What needs to be done:
Repeat every entry exactly. Pictures stay out.

*** Provided material Section Begins ***

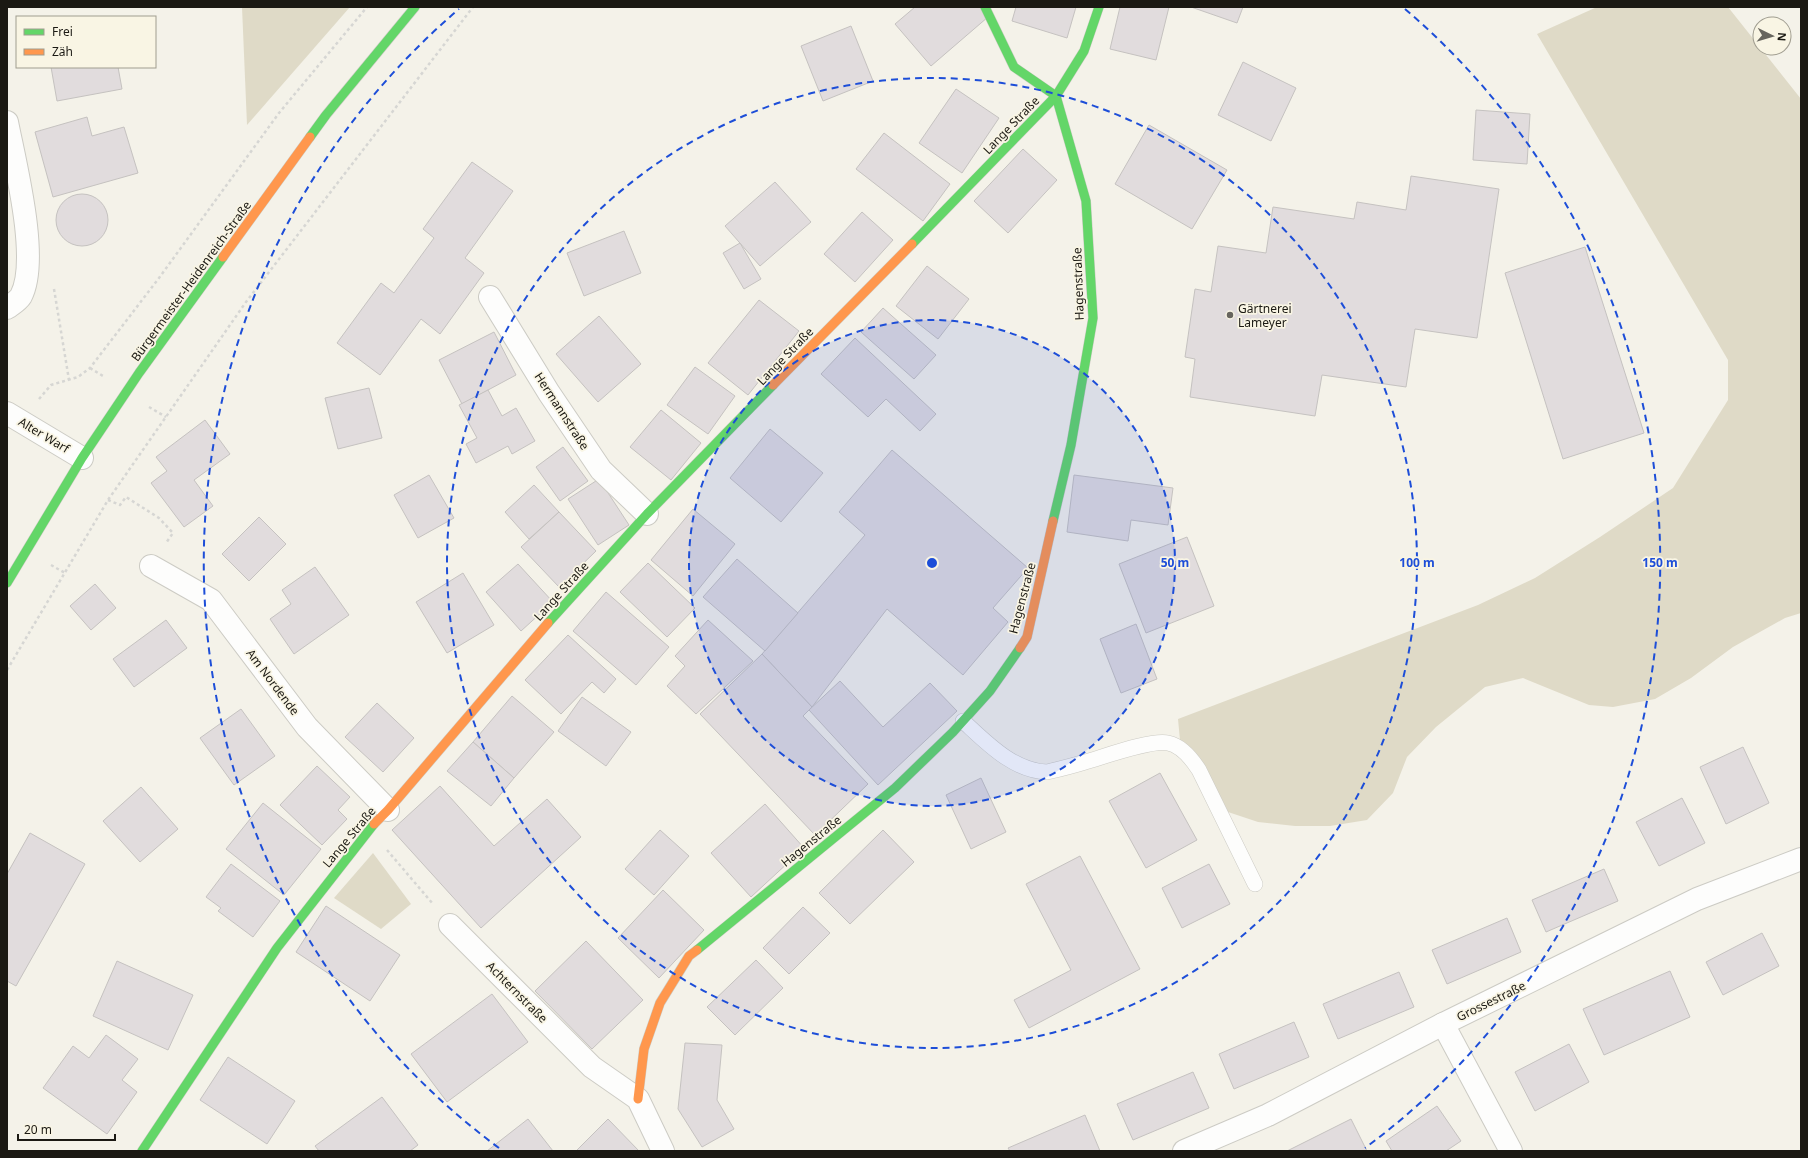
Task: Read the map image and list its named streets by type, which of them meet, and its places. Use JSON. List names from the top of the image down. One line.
{"streets":{"street":["Lange Straße","Bürgermeister-Heidenreich-Straße","Hagenstraße","Hermannstraße","Alter Warf","Am Nordende","Achternstraße","Grossestraße"]},"crossings":[["Lange Straße","Hagenstraße"],["Lange Straße","Hermannstraße"],["Lange Straße","Am Nordende"],["Bürgermeister-Heidenreich-Straße","Alter Warf"],["Hagenstraße","Achternstraße"]],"places":["Gärtnerei Lameyer"],"legend":["Frei","Zäh"],"scale_bar":"20 m","north":"right","rings":["50 m","100 m","150 m"]}
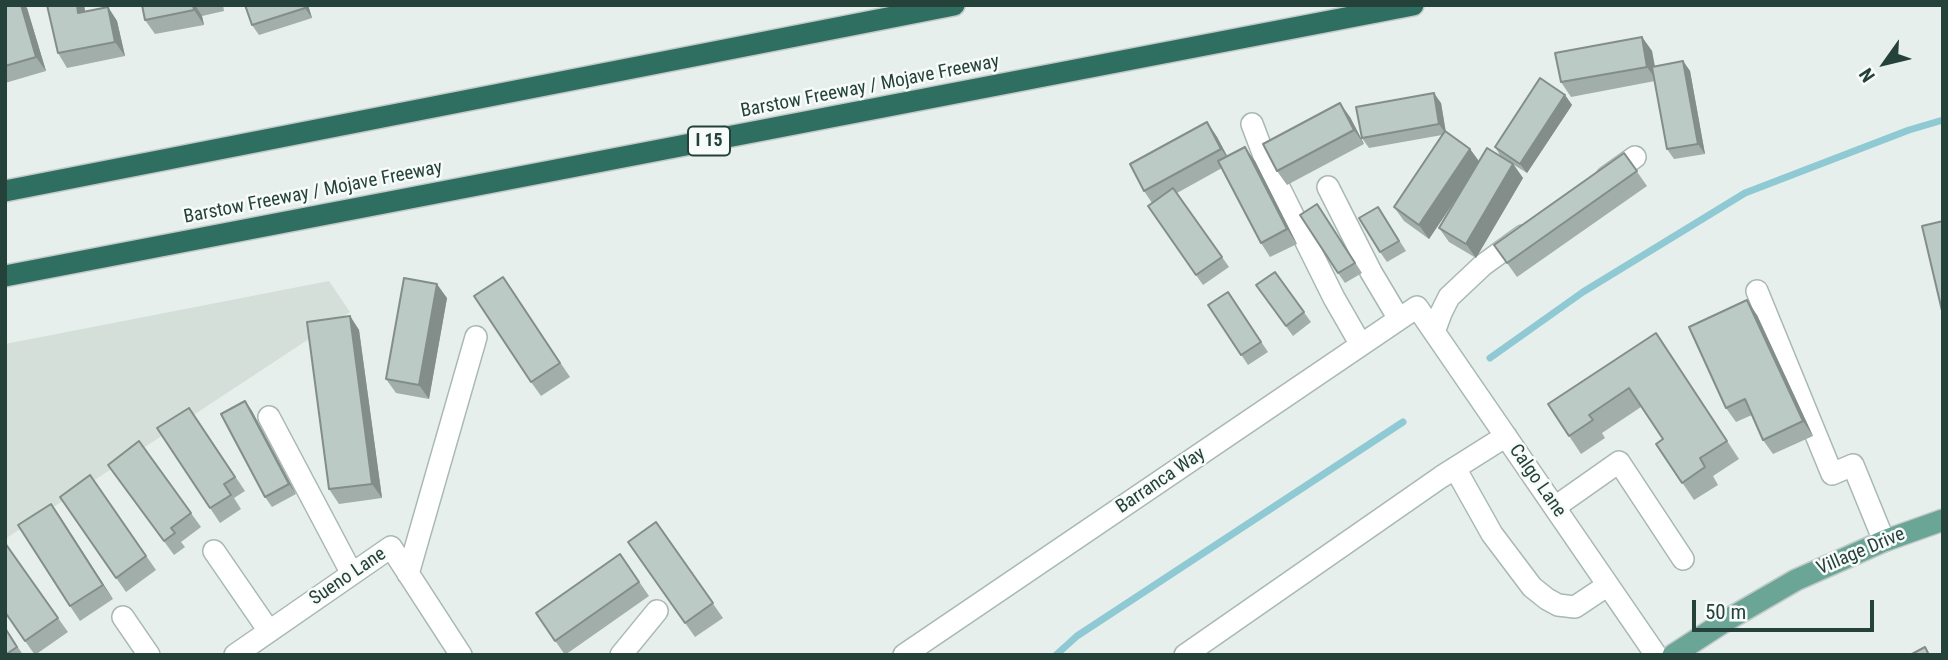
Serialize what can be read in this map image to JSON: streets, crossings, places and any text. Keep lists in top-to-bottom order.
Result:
{
  "streets": {
    "highway": ["Barstow Freeway / Mojave Freeway", "I 15"],
    "main road": ["Village Drive"],
    "street": ["Barranca Way", "Calgo Lane", "Sueno Lane"]
  },
  "crossings": [
    ["Barranca Way", "Calgo Lane"]
  ],
  "scale_bar": "50 m",
  "north": "bottom left"
}
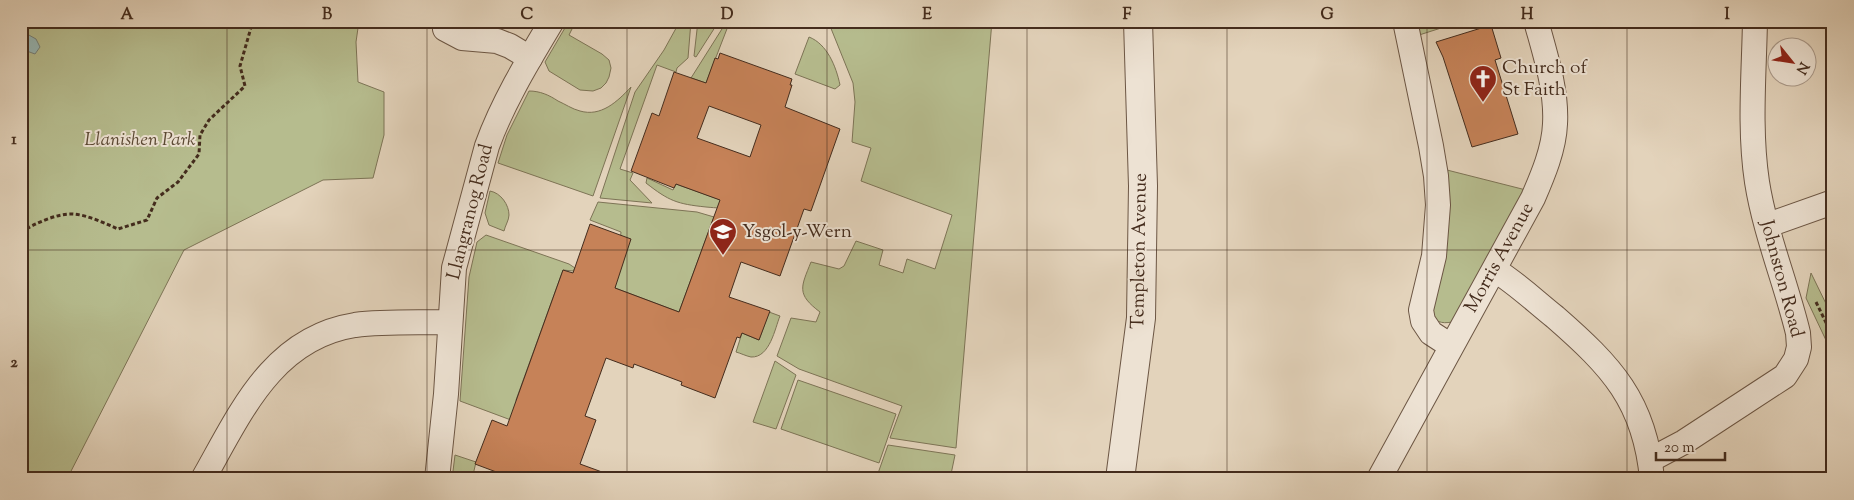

*** Provided material Section Ends ***

Exercise answer:
Task: Read the map image and list its named streets by type, which of them meet, and its places. Use JSON. List names from the top of the image down. One line.
{"streets":{"street":["Lange Straße","Bürgermeister-Heidenreich-Straße","Hagenstraße","Hermannstraße","Alter Warf","Am Nordende","Achternstraße","Grossestraße"]},"crossings":[["Lange Straße","Hagenstraße"],["Lange Straße","Hermannstraße"],["Lange Straße","Am Nordende"],["Bürgermeister-Heidenreich-Straße","Alter Warf"],["Hagenstraße","Achternstraße"]],"places":["Gärtnerei Lameyer"],"legend":["Frei","Zäh"],"scale_bar":"20 m","north":"right","rings":["50 m","100 m","150 m"]}
Serialize what can be read in this map image to JSON: streets, crossings, places and any text. Keep lists in top-to-bottom order.
Result:
{
  "streets": {
    "highway": ["Barstow Freeway / Mojave Freeway", "I 15"],
    "main road": ["Village Drive"],
    "street": ["Barranca Way", "Calgo Lane", "Sueno Lane"]
  },
  "crossings": [
    ["Barranca Way", "Calgo Lane"]
  ],
  "scale_bar": "50 m",
  "north": "bottom left"
}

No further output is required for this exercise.